On Fri, May 28, 2010 at 3:44 PM, Graham Dumpleton
<graham.dumpleton@???> wrote:
>
>
> On May 27, 6:43 am, Gustavo Narea <m...@gustavonarea.net> wrote:
>> Hello,
>>
>> > This would also be a good place to add a level of indirection and
>> > instead of specifying a fs path for the file to serve, it would be
>> > better to specify an abstract path that the middleware would rewrite
>> > as necessary and possibly use the wrapped app again to get the actual
>> > response body. This would allow better flexibility such as for serving
>> > those files from resources or archives.

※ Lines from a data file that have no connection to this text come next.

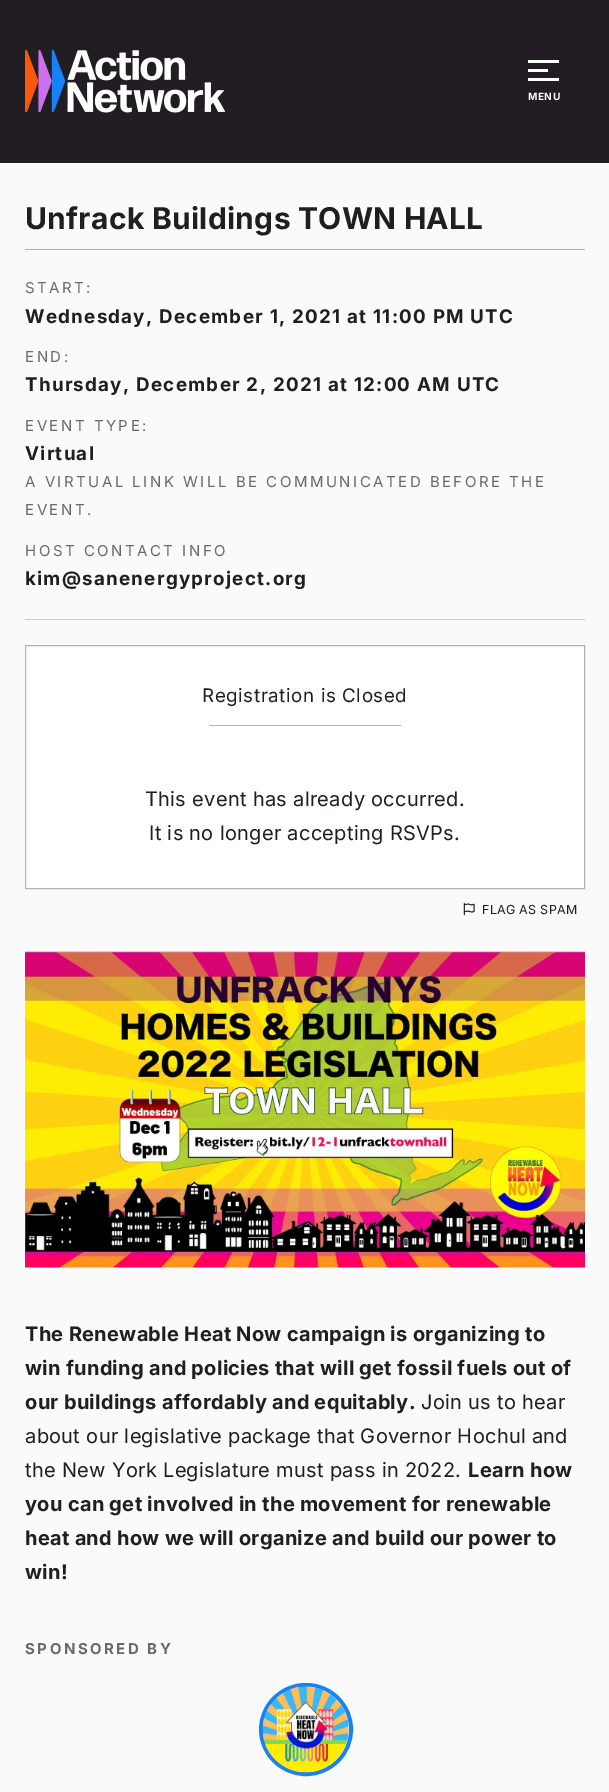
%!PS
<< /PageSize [609 1792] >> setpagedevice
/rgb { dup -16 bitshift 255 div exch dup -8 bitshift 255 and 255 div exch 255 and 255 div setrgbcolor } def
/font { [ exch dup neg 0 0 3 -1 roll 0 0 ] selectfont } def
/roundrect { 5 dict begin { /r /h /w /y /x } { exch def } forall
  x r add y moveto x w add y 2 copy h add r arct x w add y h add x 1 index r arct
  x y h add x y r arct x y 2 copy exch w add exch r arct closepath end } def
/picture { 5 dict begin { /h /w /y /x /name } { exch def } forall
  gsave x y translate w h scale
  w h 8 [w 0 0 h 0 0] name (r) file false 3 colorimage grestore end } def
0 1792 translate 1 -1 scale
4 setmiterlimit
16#211D22 rgb
0 0 609 1792 rectfill
(pic1.raw) 25 50 200 63 picture
16#FFFFFF rgb
528 69 20 3 rectfill
528 60 31 3 rectfill
528 78 31 3 rectfill
/Inter-Bold 10 font
528 100 moveto 0.5 0 (MENU) ashow
16#FAFAFA rgb
0 163 609 1629 rectfill
16#B3B3B3 rgb
25 249 560 1 rectfill
/Inter-Bold 30 font
16#211D22 rgb
25 229 moveto 0.3 0 (Unfrack Buildings TOWN HALL) ashow
16#CBCBCB rgb
25 619 560 1 rectfill
/Inter-Regular 15 font
16#6C696C rgb
25 293 moveto 2.5 0 (START:) ashow
/Inter-Bold 18.75 font
16#211D22 rgb
25 323 moveto 1.25 0 (Wednesday, December 1, 2021 at 11:00 PM UTC) ashow
/Inter-Regular 15 font
16#6C696C rgb
25 362 moveto 2.5 0 (END:) ashow
/Inter-Bold 18.75 font
16#211D22 rgb
25 391 moveto 1.25 0 (Thursday, December 2, 2021 at 12:00 AM UTC) ashow
/Inter-Regular 15 font
16#6C696C rgb
25 431 moveto 2.5 0 (EVENT TYPE:) ashow
/Inter-Bold 18.75 font
16#211D22 rgb
25 460 moveto 1.25 0 (Virtual) ashow
/Inter-Regular 15 font
16#6C696C rgb
25 487 moveto 2.5 0 (A VIRTUAL LINK WILL BE COMMUNICATED BEFORE THE) ashow
25 515 moveto 2.5 0 (EVENT.) ashow
25 556 moveto 2.5 0 (HOST CONTACT INFO) ashow
/Inter-Bold 18.75 font
16#211D22 rgb
25 585 moveto 1.25 0 (kim@sanenergyproject.org) ashow
16#FFFFFF rgb
25.5 645.5 moveto 584.5 645.5 lineto 584.5 888.5 lineto 25.5 888.5 lineto closepath gsave fill grestore
16#B3B3B3 rgb
stroke
/Inter-Regular 18.75 font
16#211D22 rgb
202 702 moveto 0.6 0 (Registration is Closed) ashow
16#B3B3B3 rgb
209 725 192 1 rectfill
/Inter-Regular 20 font
16#211D22 rgb
145 806 moveto 0.3 0 (This event has already occurred.) ashow
149 840 moveto 0.3 0 (It is no longer accepting RSVPs.) ashow
(pic2.raw) 463 902 12 14 picture
/Inter-Regular 12.5 font
482 914 moveto 0.3 0 (FLAG AS SPAM) ashow
(pic3.raw) 25 951 560 317 picture
/Inter-Bold 20 font
25 1341 moveto 0.3 0 (The Renewable Heat Now campaign is organizing to) ashow
25 1375 moveto 0.3 0 (win funding and policies that will get fossil fuels out of) ashow
25 1409 moveto 0.3 0 (our buildings affordably and equitably.) ashow
/Inter-Regular 20 font
421 1409 moveto 0.3 0 (Join us to hear) ashow
25 1443 moveto 0.3 0 (about our legislative package that Governor Hochul and) ashow
25 1477 moveto 0.3 0 (the New York Legislature must pass in 2022.) ashow
/Inter-Bold 20 font
468 1477 moveto 0.3 0 (Learn how) ashow
25 1511 moveto 0.3 0 (you can get involved in the movement for renewable) ashow
25 1545 moveto 0.3 0 (heat and how we will organize and build our power to) ashow
25 1579 moveto 0.3 0 (win!) ashow
/Inter-Bold 15 font
16#6C696C rgb
25 1654 moveto 2.5 0 (SPONSORED BY) ashow
16#1781FA rgb
4 setlinewidth
261 1685 90 89 44.5 roundrect stroke
(pic4.raw) 262 1686 87 87 picture
showpage
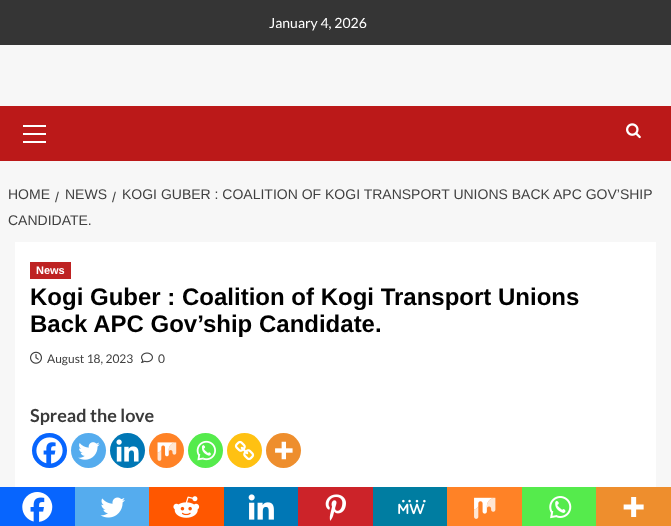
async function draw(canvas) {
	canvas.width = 671;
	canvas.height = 526;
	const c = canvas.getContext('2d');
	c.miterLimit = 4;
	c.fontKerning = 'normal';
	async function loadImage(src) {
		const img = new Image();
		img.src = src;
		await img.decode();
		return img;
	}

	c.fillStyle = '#f7f7f7';
	c.fillRect(0, 0, 671, 526);
	c.fillStyle = '#353535';
	c.fillRect(0, 0, 671, 45);
	c.font = '14px Lato';
	c.fillStyle = '#fff';
	c.fillText('January 4, 2026', 269, 28);
	for (const [x, y, w, h, color] of [
		[0, 106, 671, 55, '#bb1919'],
		[23, 133, 23, 2, '#fff'],
		[23, 125, 23, 2, '#fff'],
		[23, 141, 23, 2, '#fff'],
	]) {
		c.fillStyle = color;
		c.fillRect(x, y, w, h);
	}
	c.drawImage(await loadImage('img1.png'), 626, 123, 15, 16);
	c.font = '14px Liberation Sans';
	c.fillStyle = '#404040';
	for (const [text, x, y] of [
		['HOME', 8, 199],
		['/', 112, 202],
		['KOGI GUBER : COALITION OF KOGI TRANSPORT UNIONS BACK APC GOV’SHIP', 122, 199],
		['CANDIDATE.', 8, 225],
		['/', 55, 202],
		['NEWS', 65, 199],
	]) {
		c.fillText(text, x, y);
	}
	c.fillStyle = '#fff';
	c.fillRect(15, 242, 641, 245);
	c.fillStyle = '#be2222';
	c.fillRect(30, 262, 41, 17);
	c.font = 'bold 11px Liberation Sans';
	c.fillStyle = '#fff';
	c.fillText('News', 36, 274);
	c.font = 'bold 24px Liberation Sans';
	c.fillStyle = '#000';
	c.fillText('Kogi Guber : Coalition of Kogi Transport Unions', 30, 305);
	c.fillText('Back APC Gov’ship Candidate.', 30, 332);
	c.drawImage(await loadImage('img2.png'), 30, 351, 12, 13);
	c.font = '12px Lato';
	c.fillStyle = '#404040';
	c.fillText('August 18, 2023', 47, 363);
	c.drawImage(await loadImage('img3.png'), 141, 352, 12, 11);
	c.fillText('0', 158, 363);
	c.font = 'bold 18px Lato';
	c.fillStyle = '#3a3a3a';
	c.fillText('Spread the love', 30, 422);
	c.fillStyle = '#0765fe';
	c.beginPath();
	c.arc(49.5, 450.5, 17.5, 0, 2 * Math.PI);
	c.fill();
	c.drawImage(await loadImage('img4.png'), 36, 437, 27, 27);
	c.fillStyle = '#55acee';
	c.beginPath();
	c.arc(88.5, 450.5, 17.5, 0, 2 * Math.PI);
	c.fill();
	c.drawImage(await loadImage('img5.png'), 78, 442, 22, 18);
	c.fillStyle = '#0077b5';
	c.beginPath();
	c.arc(127.5, 450.5, 17.5, 0, 2 * Math.PI);
	c.fill();
	c.drawImage(await loadImage('img6.png'), 116, 439, 23, 23);
	c.fillStyle = '#ff8226';
	c.beginPath();
	c.arc(166.5, 450.5, 17.5, 0, 2 * Math.PI);
	c.fill();
	c.drawImage(await loadImage('img7.png'), 157, 442, 20, 19);
	c.fillStyle = '#55eb4c';
	c.beginPath();
	c.arc(205.5, 450.5, 17.5, 0, 2 * Math.PI);
	c.fill();
	c.drawImage(await loadImage('img8.png'), 196, 440, 20, 21);
	c.fillStyle = '#ffc112';
	c.beginPath();
	c.arc(244.5, 450.5, 17.5, 0, 2 * Math.PI);
	c.fill();
	c.drawImage(await loadImage('img9.png'), 234, 440, 21, 21);
	c.fillStyle = '#ee8e2d';
	c.beginPath();
	c.arc(283.5, 450.5, 17.5, 0, 2 * Math.PI);
	c.fill();
	c.drawImage(await loadImage('img10.png'), 275, 441, 18, 19);
	c.fillStyle = '#0765fe';
	c.fillRect(0, 487, 75, 39);
	c.drawImage(await loadImage('img11.png'), 22, 492, 31, 30);
	c.fillStyle = '#55acee';
	c.fillRect(75, 487, 74, 39);
	c.drawImage(await loadImage('img12.png'), 100, 497, 25, 21);
	c.fillStyle = '#ff5700';
	c.fillRect(149, 487, 75, 39);
	c.drawImage(await loadImage('img13.png'), 173, 496, 27, 22);
	c.fillStyle = '#0077b5';
	c.fillRect(224, 487, 74, 39);
	c.drawImage(await loadImage('img14.png'), 248, 494, 26, 26);
	c.fillStyle = '#cc2329';
	c.fillRect(298, 487, 75, 39);
	c.drawImage(await loadImage('img15.png'), 325, 494, 21, 27);
	c.fillStyle = '#007da1';
	c.fillRect(373, 487, 74, 39);
	c.drawImage(await loadImage('img16.png'), 398, 499, 28, 16);
	c.fillStyle = '#ff8226';
	c.fillRect(447, 487, 75, 39);
	c.drawImage(await loadImage('img17.png'), 474, 497, 22, 22);
	c.fillStyle = '#55eb4c';
	c.fillRect(522, 487, 74, 39);
	c.drawImage(await loadImage('img18.png'), 549, 496, 23, 23);
	c.fillStyle = '#ee8e2d';
	c.fillRect(596, 487, 75, 39);
	c.drawImage(await loadImage('img19.png'), 623, 497, 21, 20);
}

draw(document.querySelector('canvas'));
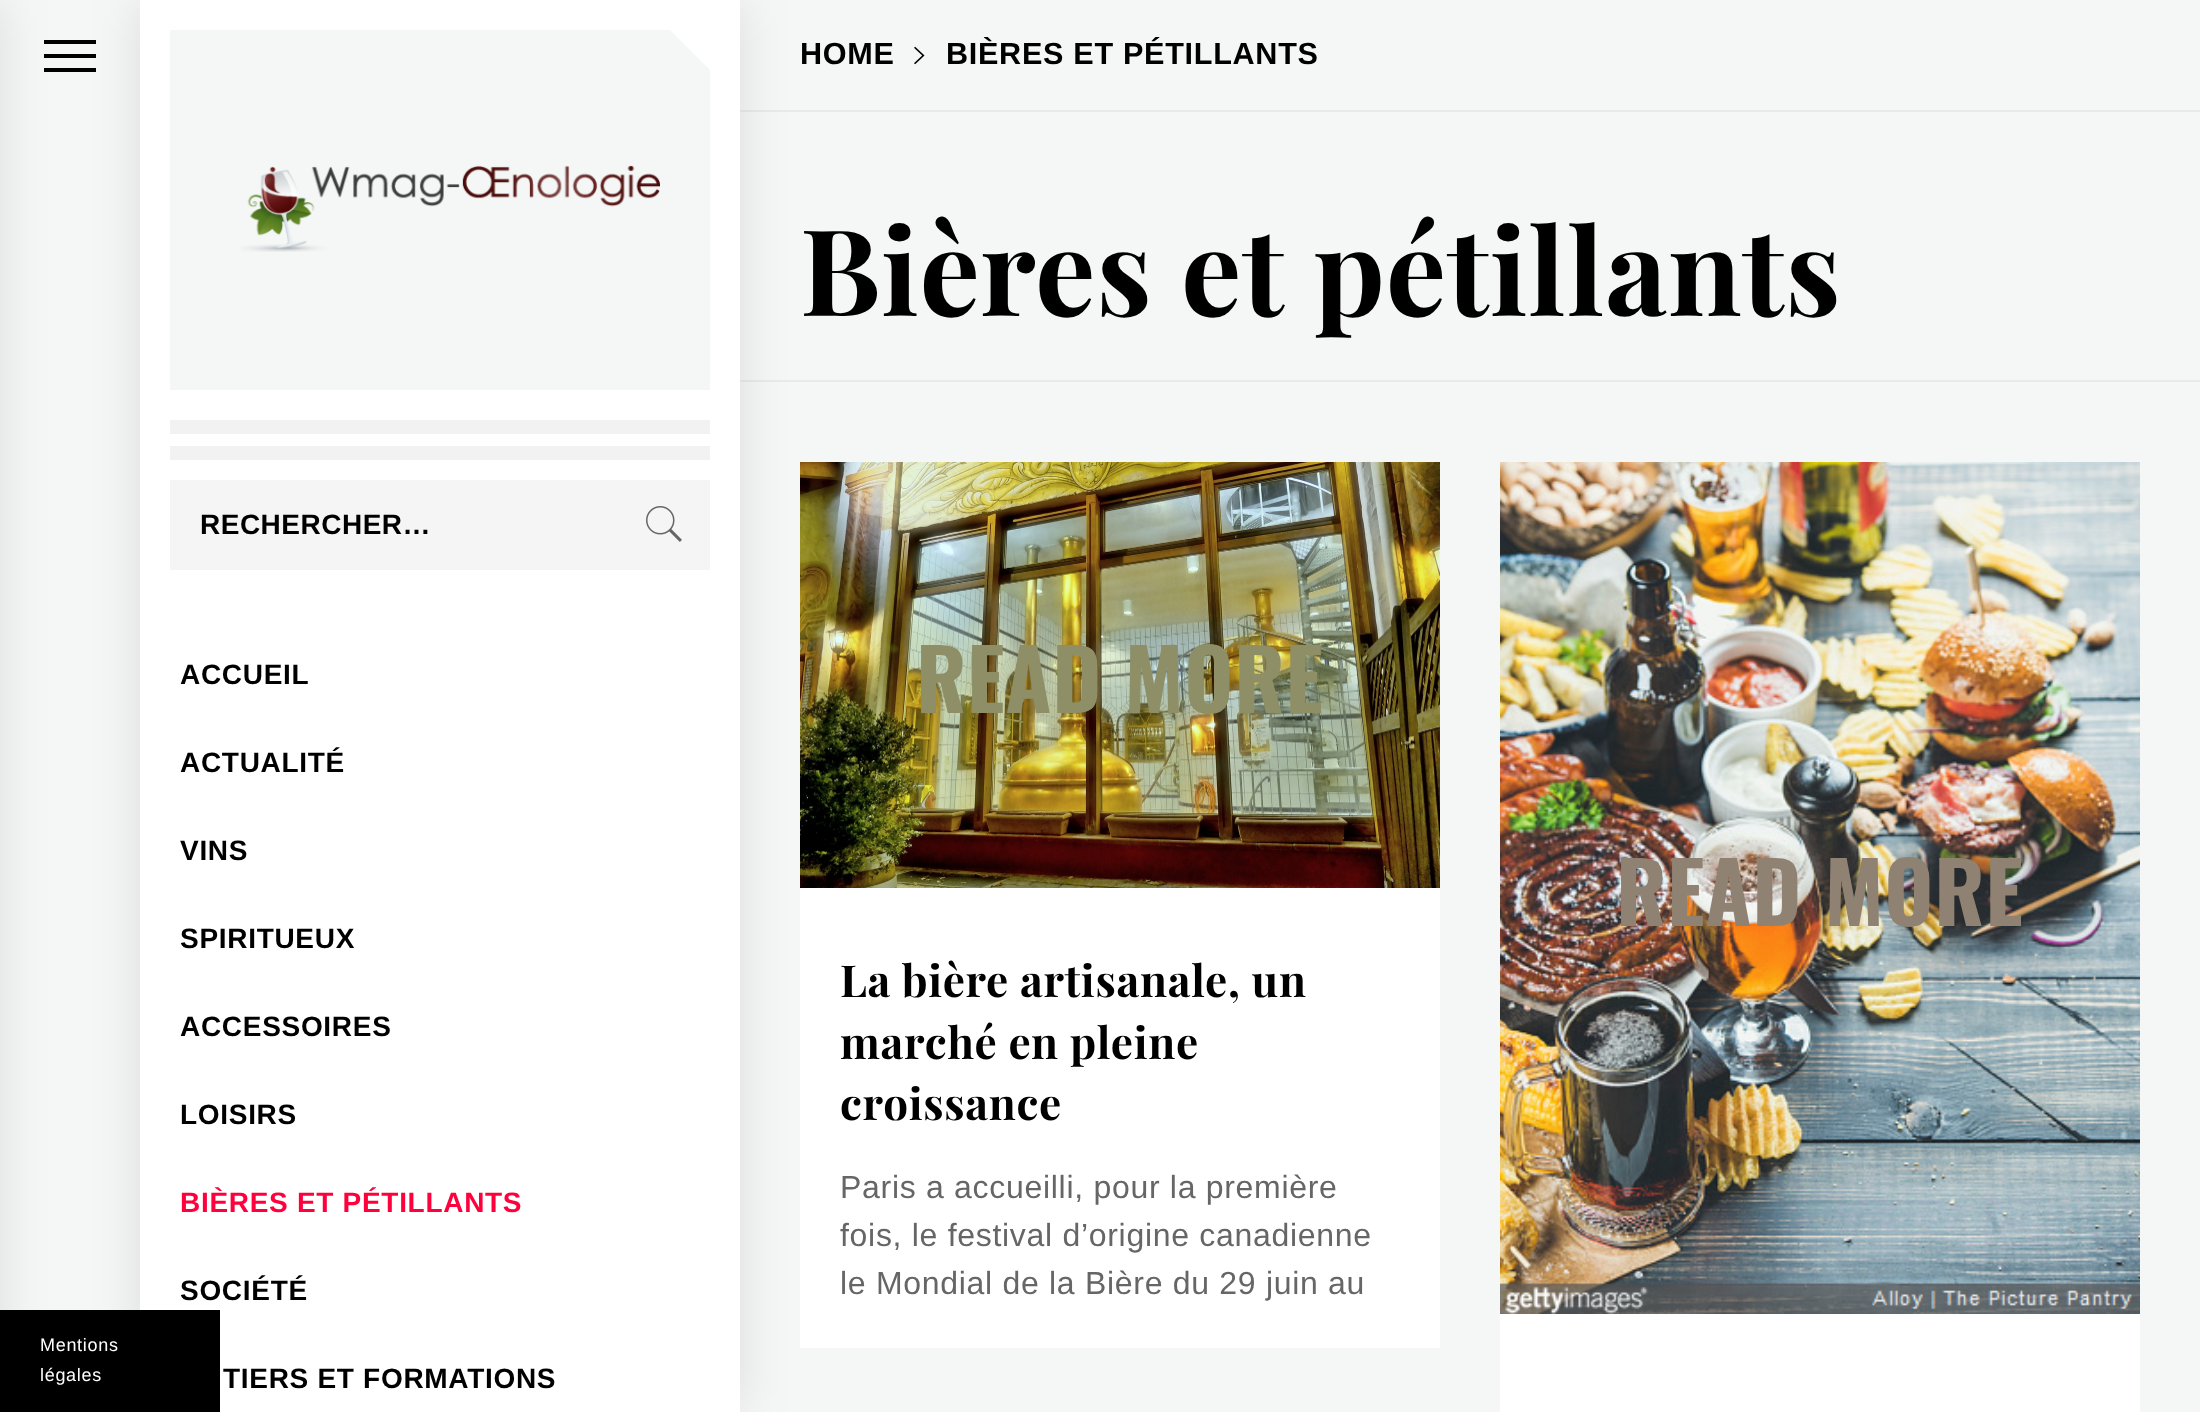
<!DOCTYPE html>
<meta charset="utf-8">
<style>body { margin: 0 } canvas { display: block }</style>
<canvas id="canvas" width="2200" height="1412"></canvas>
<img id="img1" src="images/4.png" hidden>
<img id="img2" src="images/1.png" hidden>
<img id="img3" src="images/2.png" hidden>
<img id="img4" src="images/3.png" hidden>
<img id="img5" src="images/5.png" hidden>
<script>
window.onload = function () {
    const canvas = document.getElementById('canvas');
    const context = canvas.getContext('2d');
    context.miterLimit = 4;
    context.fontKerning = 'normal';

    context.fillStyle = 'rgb(244, 247, 246)';
    context.fillRect(0, 0, 2200, 1412);
    context.fillStyle = 'rgb(0, 0, 0)';
    context.fillRect(44, 40, 52, 4);
    context.fillRect(44, 54, 52, 4);
    context.fillRect(44, 68, 52, 4);
    context.fillStyle = 'rgb(232, 235, 234)';
    context.fillRect(740, 380, 1460, 2);
    context.fillRect(740, 110, 1460, 2);
    context.fillStyle = 'rgb(255, 255, 255)';
    context.fillRect(800, 888, 640, 460);
    context.drawImage(document.getElementById('img1'), 800, 462, 640, 426);
    context.fillStyle = 'rgba(0, 0, 0, 0.1)';
    context.filter = 'blur(25px)';
    context.beginPath();
    context.rect(140, 0, 600, 1412);
    context.fill();
    context.filter = 'none';
    context.fillStyle = 'rgb(255, 255, 255)';
    context.fillRect(140, 0, 600, 1412);
    context.fillStyle = 'rgb(0, 0, 0)';
    context.fillRect(0, 1310, 220, 102);
    context.fillStyle = 'rgba(0, 0, 0, 0.1)';
    context.filter = 'blur(25px)';
    context.beginPath();
    context.rect(-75, 0, 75, 1412);
    context.fill();
    context.filter = 'none';
    context.fillStyle = 'rgb(244, 247, 246)';
    context.beginPath();
    context.moveTo(170, 30);
    context.lineTo(170, 390);
    context.lineTo(710, 390);
    context.lineTo(710, 70);
    context.lineTo(670, 30);
    context.closePath();
    context.fill();
    context.drawImage(document.getElementById('img2'), 241, 165, 419, 87);
    context.fillStyle = 'rgb(242, 242, 242)';
    context.fillRect(170, 420, 540, 14);
    context.fillRect(170, 446, 540, 14);
    context.fillStyle = 'rgb(245, 245, 245)';
    context.fillRect(170, 480, 540, 90);
    context.drawImage(document.getElementById('img3'), 646, 506, 36, 36);
    context.drawImage(document.getElementById('img4'), 914, 46, 11, 19);
    context.fillStyle = 'rgb(255, 255, 255)';
    context.fillRect(1500, 1314, 640, 98);
    context.drawImage(document.getElementById('img5'), 1500, 462, 640, 852);
    context.letterSpacing = '0.7px';
    context.font = '18px Liberation Sans';
    context.fillText('Mentions', 40, 1351);
    context.fillText('légales', 40, 1381);
    context.letterSpacing = '0.5px';
    context.font = 'bold 28px Liberation Sans';
    context.fillStyle = 'rgb(0, 0, 0)';
    context.fillText('RECHERCHER…', 200, 534);
    context.letterSpacing = '0.7px';
    context.fillText('ACCUEIL', 180, 684);
    context.fillText('ACTUALITÉ', 180, 772);
    context.fillText('VINS', 180, 860);
    context.fillText('SPIRITUEUX', 180, 948);
    context.fillText('ACCESSOIRES', 180, 1036);
    context.fillText('LOISIRS', 180, 1124);
    context.fillStyle = 'rgb(255, 0, 60)';
    context.fillText('BIÈRES ET PÉTILLANTS', 180, 1212);
    context.fillStyle = 'rgb(0, 0, 0)';
    context.fillText('SOCIÉTÉ', 180, 1300);
    context.fillText('TIERS ET FORMATIONS', 223, 1388);
    context.font = 'bold 30.6px Liberation Sans';
    context.fillText('HOME', 800, 64);
    context.fillText('BIÈRES ET PÉTILLANTS', 946, 64);
    context.font = 'bold 120px Playfair Display';
    context.fillText('Bières et pétillants', 800, 316);
    context.font = 'bold 84px Oswald';
    context.fillStyle = 'rgb(143, 143, 103)';
    context.fillText('READ MORE', 916, 713);
    context.font = 'bold 44px Playfair Display';
    context.fillStyle = 'rgb(0, 0, 0)';
    context.fillText('La bière artisanale, un', 840, 997);
    context.fillText('marché en pleine', 840, 1059);
    context.fillText('croissance', 840, 1120);
    context.font = '32px Liberation Sans';
    context.fillStyle = 'rgb(102, 102, 102)';
    context.fillText('Paris a accueilli, pour la première', 840, 1198);
    context.fillText('fois, le festival d’origine canadienne', 840, 1246);
    context.fillText('le Mondial de la Bière du 29 juin au', 840, 1294);
    context.font = 'bold 84px Oswald';
    context.fillStyle = 'rgb(143, 130, 114)';
    context.fillText('READ MORE', 1616, 926);
};
</script>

One thing to note is that one
>> > can go as far as necessary with that path rewriting, for example an
>> > app wants to serve a user avatar and sends "X-Sendfile: /avatar/
>> > username" and given our implementation stores those in in GAE blobs it
>> > might make a lookup to get a blob id for that username and then
>> > rewrite the response headers as necessary so that frontend serves the
>> > actual data.
>>
>> That's interesting, but something like that would need a different
>> name because it's not what X-Sendfile is meant to do.
>
> The CGI specification defines the ability to return a 'Location' in
> conjunction with a '200' response. The specified path would then be
> interpreted by the web server as a sub request. The target of the sub
> request could be a static file mapped into URL namespace or another
> dynamic resource. The X-Accel-Redirect in nginx is effectively the
> same thing.
>
> The difference between nginx and Apache is that where you want to send
> a static file which should be private, it is easier in nginx as they
> have a special keyword in the configuration such that you can mark a
> URL mapping as private and so only usable by a sub request. In Apache
> you have to use a mod_rewrite rule to impose the restriction that
> certain URLs should only be accessible as a sub request.
I thought the goal was to send an arbitrary file no matter whether it
was in the URL space or not. So the X-Sendfile argument would be the
filesystem path, not a URL. Otherwise it can't do what FileApp does.